Problem statement: With the images omitted, return all of the entries exactly as they stand.

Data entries
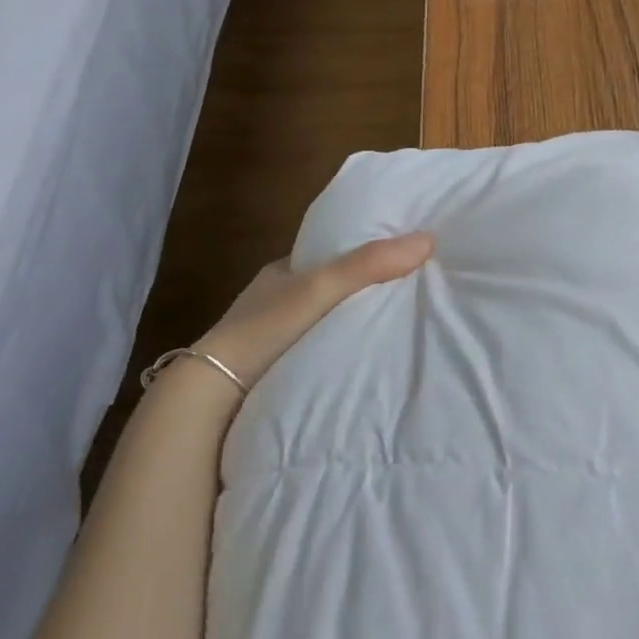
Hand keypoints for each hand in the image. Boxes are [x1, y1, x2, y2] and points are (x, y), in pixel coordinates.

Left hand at [194, 233, 434, 389]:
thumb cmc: (263, 329)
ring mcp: (273, 337)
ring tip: (397, 323)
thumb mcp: (320, 288)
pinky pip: (317, 350)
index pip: (331, 252)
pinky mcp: (274, 370)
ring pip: (323, 320)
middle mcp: (276, 299)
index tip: (401, 254)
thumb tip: (428, 240)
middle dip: (362, 289)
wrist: (210, 398)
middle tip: (409, 290)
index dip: (363, 250)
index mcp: (282, 270)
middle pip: (330, 287)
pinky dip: (338, 349)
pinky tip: (363, 357)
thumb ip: (369, 265)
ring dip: (350, 322)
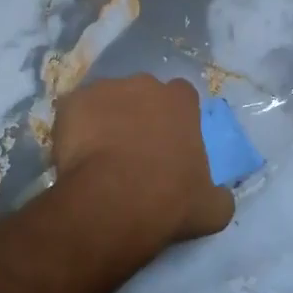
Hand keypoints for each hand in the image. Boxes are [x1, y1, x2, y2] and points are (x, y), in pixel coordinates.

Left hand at [50, 76, 232, 248]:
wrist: (114, 201)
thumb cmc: (170, 200)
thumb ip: (219, 194)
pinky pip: (74, 112)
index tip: (169, 142)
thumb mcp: (211, 208)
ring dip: (105, 119)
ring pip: (106, 100)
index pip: (182, 98)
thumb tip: (219, 194)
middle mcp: (145, 84)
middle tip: (133, 149)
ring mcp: (105, 89)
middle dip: (139, 114)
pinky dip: (74, 128)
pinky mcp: (73, 102)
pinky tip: (74, 156)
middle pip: (143, 94)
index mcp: (181, 101)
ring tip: (100, 155)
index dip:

Result of the task:
Hand keypoints for each hand in the image. Boxes are [x1, y1, x2, y2] and points are (x, y), in pixel coordinates.

Left hand at [194, 233, 434, 389]:
thumb cmc: (263, 329)
ring mcp: (273, 337)
ring tip: (397, 323)
thumb mcp: (320, 288)
pinky pip: (317, 350)
index pip: (331, 252)
pinky mcp: (274, 370)
ring pip: (323, 320)
middle mcp: (276, 299)
index tip: (401, 254)
thumb tip: (428, 240)
middle dip: (362, 289)
wrist: (210, 398)
middle tip: (409, 290)
index dip: (363, 250)
index mcp: (282, 270)
middle pip: (330, 287)
pinky dip: (338, 349)
pinky tip: (363, 357)
thumb ip: (369, 265)
ring dip: (350, 322)
Hand keypoints for each hand in the image. Boxes are [x1, y1, x2, y2] and points are (x, y), in pixel coordinates.

Left hand at [50, 76, 232, 248]:
wrist: (114, 201)
thumb cmc: (170, 200)
thumb ip: (219, 194)
pinky pip: (74, 112)
index tip: (169, 142)
thumb mcp: (211, 208)
ring dip: (105, 119)
ring pip: (106, 100)
index pip: (182, 98)
thumb tip: (219, 194)
middle mcp: (145, 84)
middle tip: (133, 149)
ring mcp: (105, 89)
middle dip: (139, 114)
pinky dip: (74, 128)
pinky mcp: (73, 102)
pinky tip: (74, 156)
middle pip: (143, 94)
index mcp: (181, 101)
ring tip: (100, 155)
index dip:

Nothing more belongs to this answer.